We expect that as healthcare organisations gain more experience with AI, they will begin to realise the full benefits of this technology, including improving labour productivity and flattening the curve of healthcare spending. More importantly, the application of AI in healthcare could improve the quality of care for patients and lead to greater satisfaction for doctors and patients alike.

References

Bughin, R J (2017), “The new spring of artificial intelligence: A few early economies”, VoxEU.org, 21 August.

Cam, A, M Chui, and B Hall (2019), Global AI survey: AI proves its worth, but few scale impact, McKinsey and Company.

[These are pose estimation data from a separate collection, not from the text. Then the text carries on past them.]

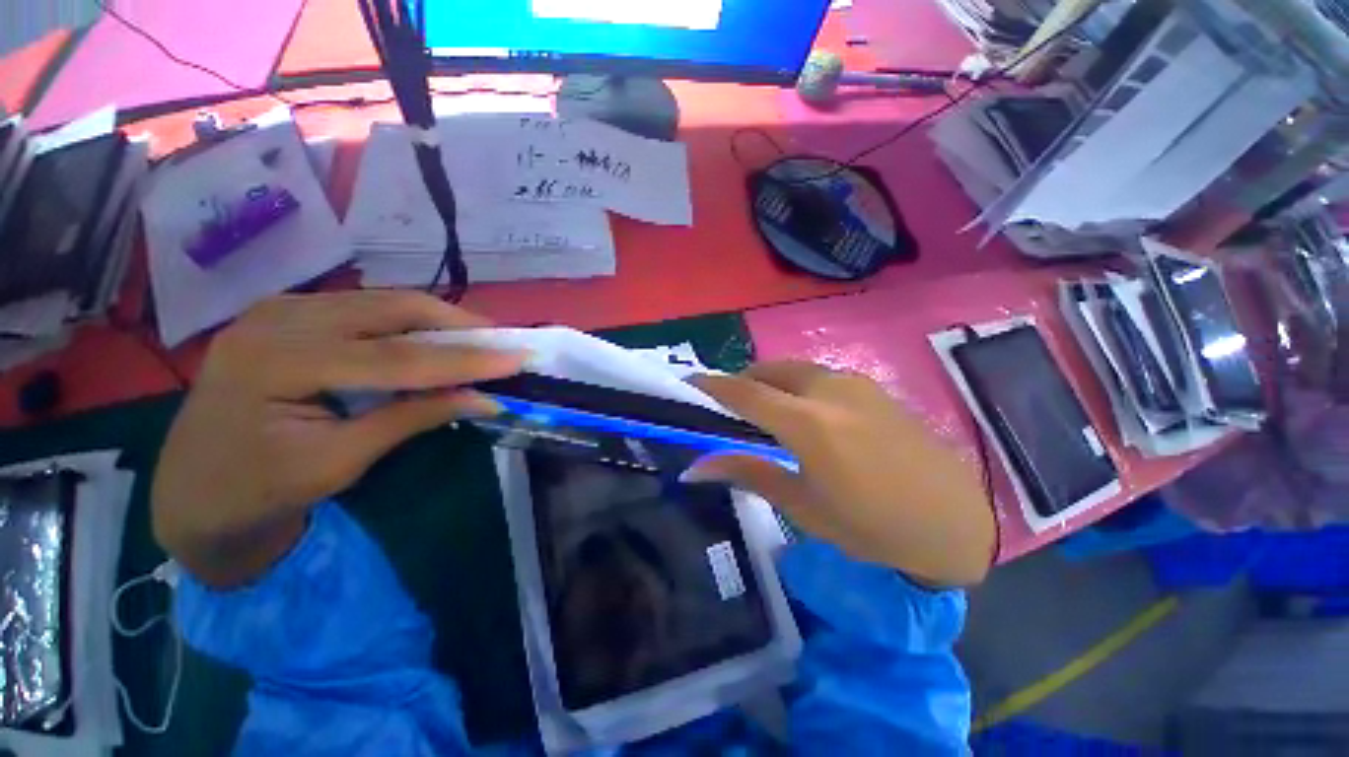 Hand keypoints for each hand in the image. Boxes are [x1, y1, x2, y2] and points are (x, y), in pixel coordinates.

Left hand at [152, 291, 525, 587]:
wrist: (190, 493)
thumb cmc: (259, 491)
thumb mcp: (340, 462)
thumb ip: (414, 419)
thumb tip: (485, 399)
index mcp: (278, 364)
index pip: (395, 356)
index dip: (465, 358)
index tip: (518, 358)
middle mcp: (277, 320)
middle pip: (390, 308)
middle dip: (457, 324)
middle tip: (503, 341)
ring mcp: (278, 310)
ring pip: (381, 301)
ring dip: (437, 320)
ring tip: (478, 340)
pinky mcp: (286, 314)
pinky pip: (363, 307)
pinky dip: (408, 322)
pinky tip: (431, 339)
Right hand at [689, 363, 995, 586]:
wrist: (954, 521)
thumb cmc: (871, 525)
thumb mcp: (803, 505)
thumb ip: (748, 473)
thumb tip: (695, 468)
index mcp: (807, 423)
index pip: (744, 393)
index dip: (712, 386)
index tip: (690, 385)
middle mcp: (828, 390)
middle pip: (768, 371)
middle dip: (742, 383)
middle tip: (730, 409)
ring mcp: (855, 383)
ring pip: (795, 370)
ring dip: (771, 382)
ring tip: (766, 411)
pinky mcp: (873, 387)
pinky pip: (820, 376)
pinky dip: (798, 385)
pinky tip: (806, 413) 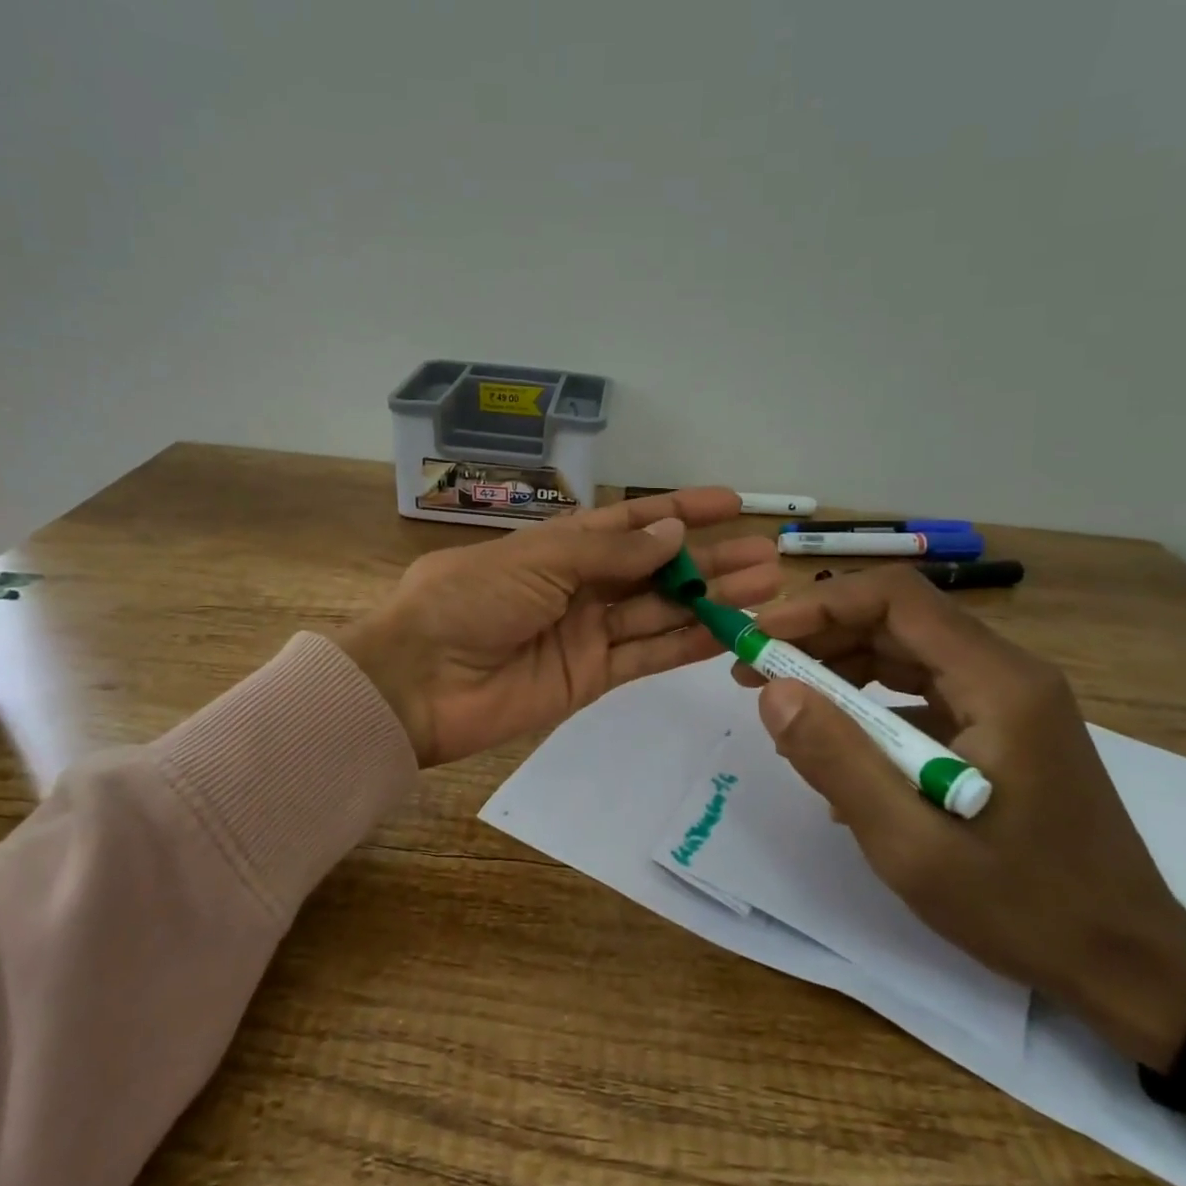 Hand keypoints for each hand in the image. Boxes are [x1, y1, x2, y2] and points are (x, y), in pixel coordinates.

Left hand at [334, 488, 779, 767]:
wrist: (419, 682)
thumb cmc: (470, 600)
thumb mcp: (539, 559)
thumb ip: (610, 552)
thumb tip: (673, 532)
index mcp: (560, 546)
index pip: (631, 522)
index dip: (679, 511)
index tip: (731, 503)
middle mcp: (579, 585)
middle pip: (656, 569)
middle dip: (709, 559)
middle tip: (766, 554)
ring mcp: (587, 633)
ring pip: (661, 611)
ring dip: (710, 599)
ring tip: (765, 586)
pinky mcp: (591, 678)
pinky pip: (647, 655)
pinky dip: (687, 643)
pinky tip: (729, 630)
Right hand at [738, 565, 1185, 1070]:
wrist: (1132, 966)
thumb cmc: (1026, 908)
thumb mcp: (914, 847)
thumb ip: (839, 762)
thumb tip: (773, 692)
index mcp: (998, 684)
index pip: (897, 598)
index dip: (821, 605)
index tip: (762, 638)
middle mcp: (1008, 672)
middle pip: (897, 618)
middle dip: (819, 636)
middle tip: (755, 672)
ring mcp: (1007, 698)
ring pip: (906, 650)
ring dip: (839, 666)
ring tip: (783, 704)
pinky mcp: (1000, 725)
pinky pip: (921, 689)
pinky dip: (869, 702)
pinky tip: (837, 746) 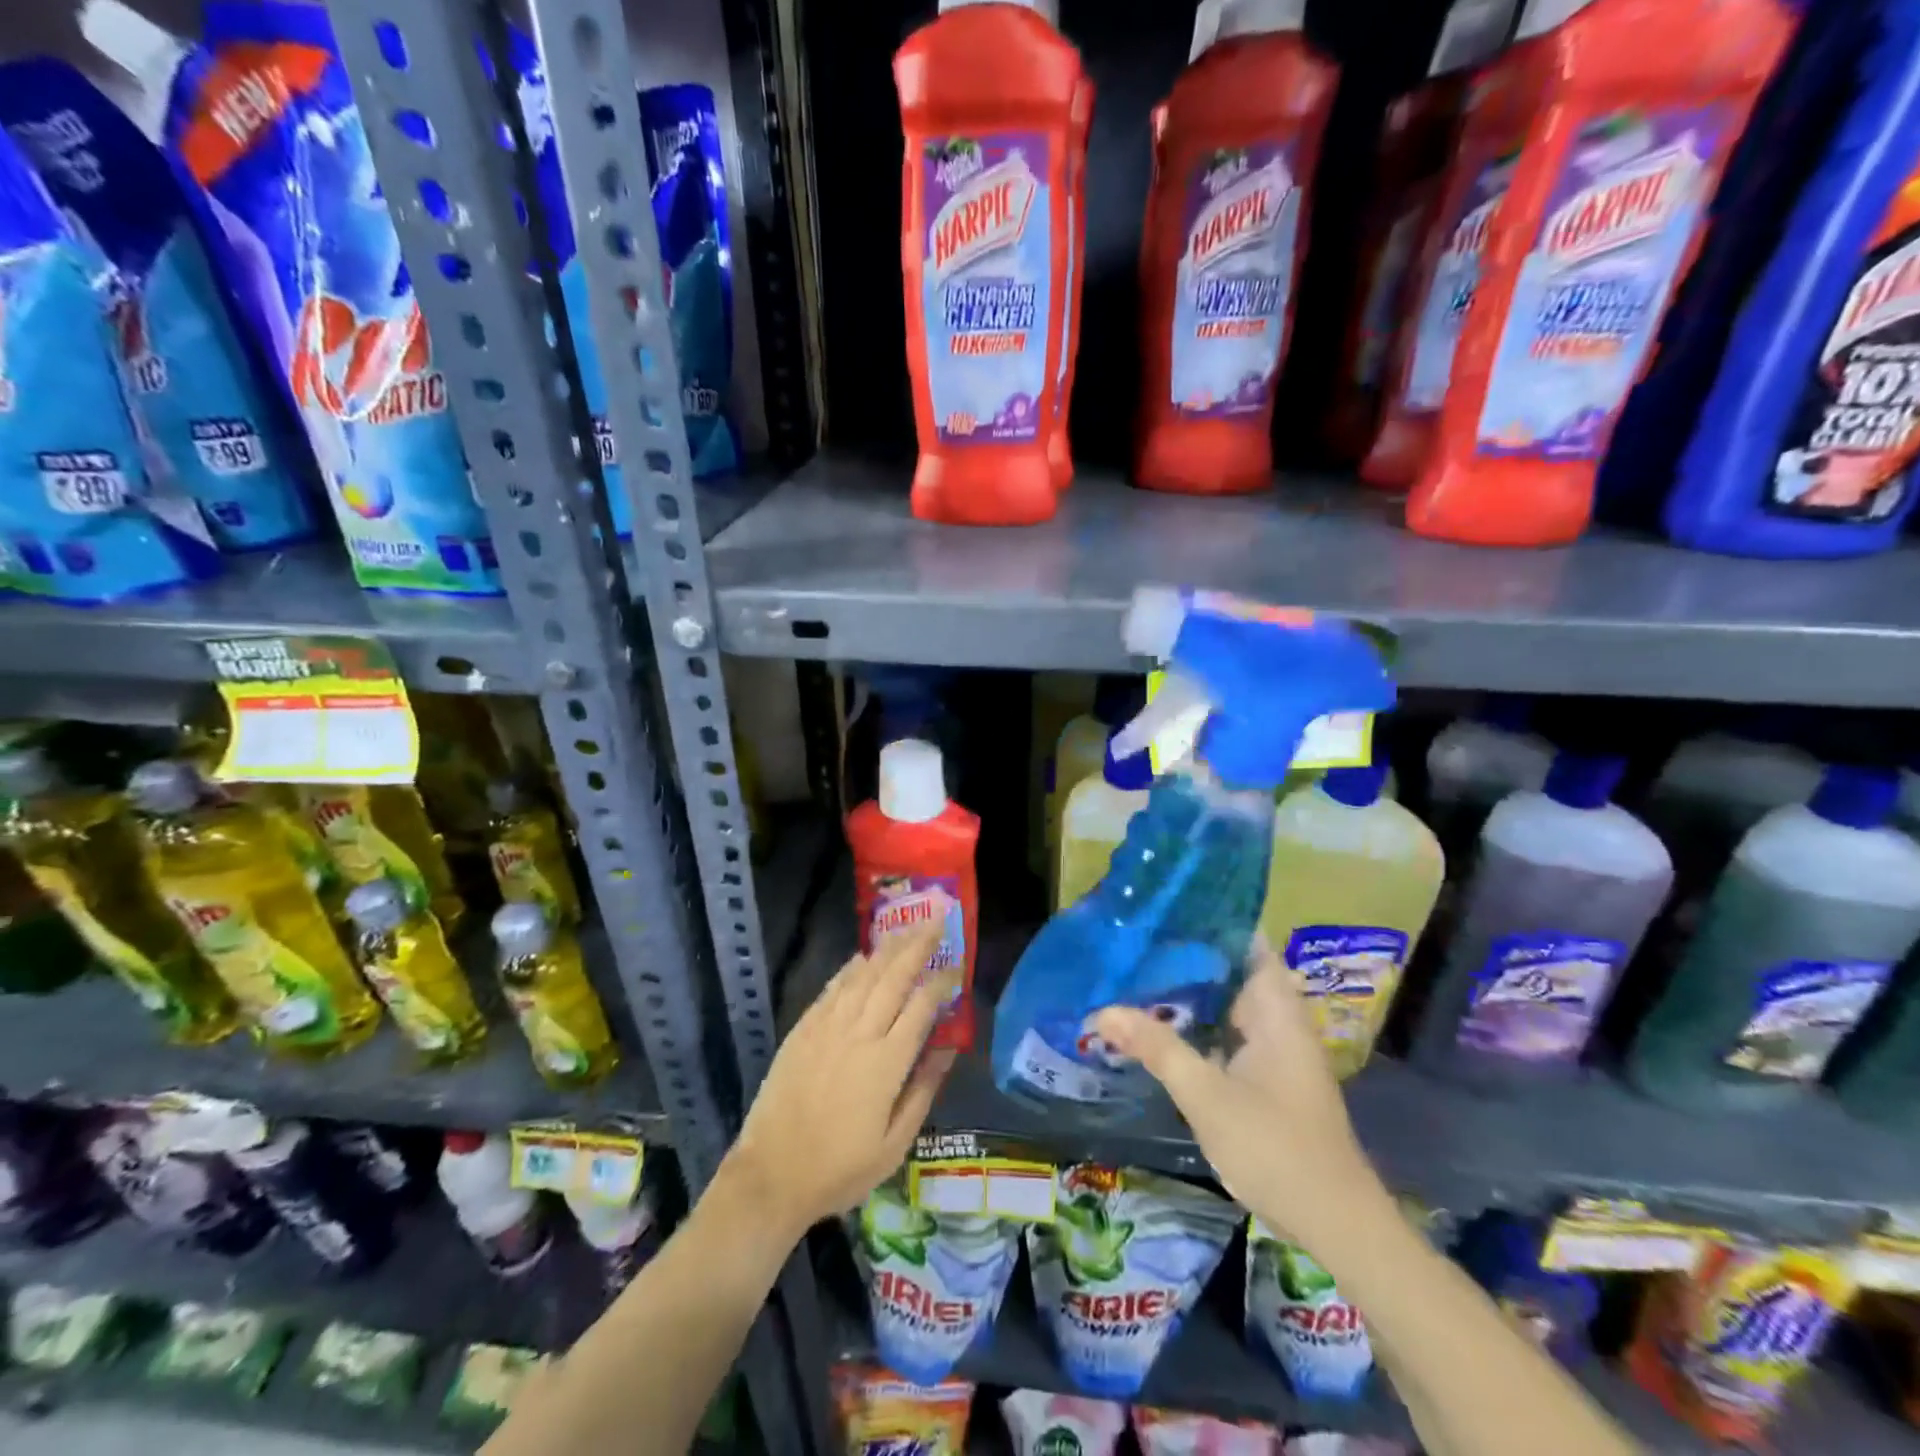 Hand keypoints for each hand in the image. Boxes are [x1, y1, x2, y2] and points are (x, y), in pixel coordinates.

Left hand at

Chernew, M E, and J Heath (2020), “How different payment models support (or undermine) a sustainable health care system: Rating the underlying incentives and building a better model”, NEJM Catalyst Innovations in Care Delivery 1(1).

Gans, J, A Goldfarb, and A Agrawal (2018), “Economic policy for artificial intelligence”, VoxEU.org, 8 August.

Kilic, A, A Goyal, J K Miller, E Gjekmarkaj, W L Tam, et al. (2020), “Predictive utility of a machine learning algorithm in estimating mortality risk in cardiac surgery”, Annals of Thoracic Surgery 109(6): 1811–19.

Lee, P, S Bubeck, and J Petro (2023), “Benefits, limits, and risks of GPT-4 as an AI chatbot for medicine”, New England Journal of Medicine 388: 1233–39.

Luo, L, F Zhang, Y Yao, R Gong, M Fu, et al. (2020), “Machine learning for identification of surgeries with high risks of cancellation”, Health Informatics Journal 26(1): 141–55.

Sahni, N R, G Stein, R Zemmel, and D M Cutler (2023), “The potential impact of artificial intelligence on healthcare spending”, in A Agrawal, J Gans, A Goldfarb, and C Tucker (eds.), The Economics of Artificial Intelligence: Health Care Challenges.

Taska, B, S Samila, J Azar, M Gine, and L Alekseeva (2020), “The demand for AI skills in the labour market”, VoxEU.org, 3 May.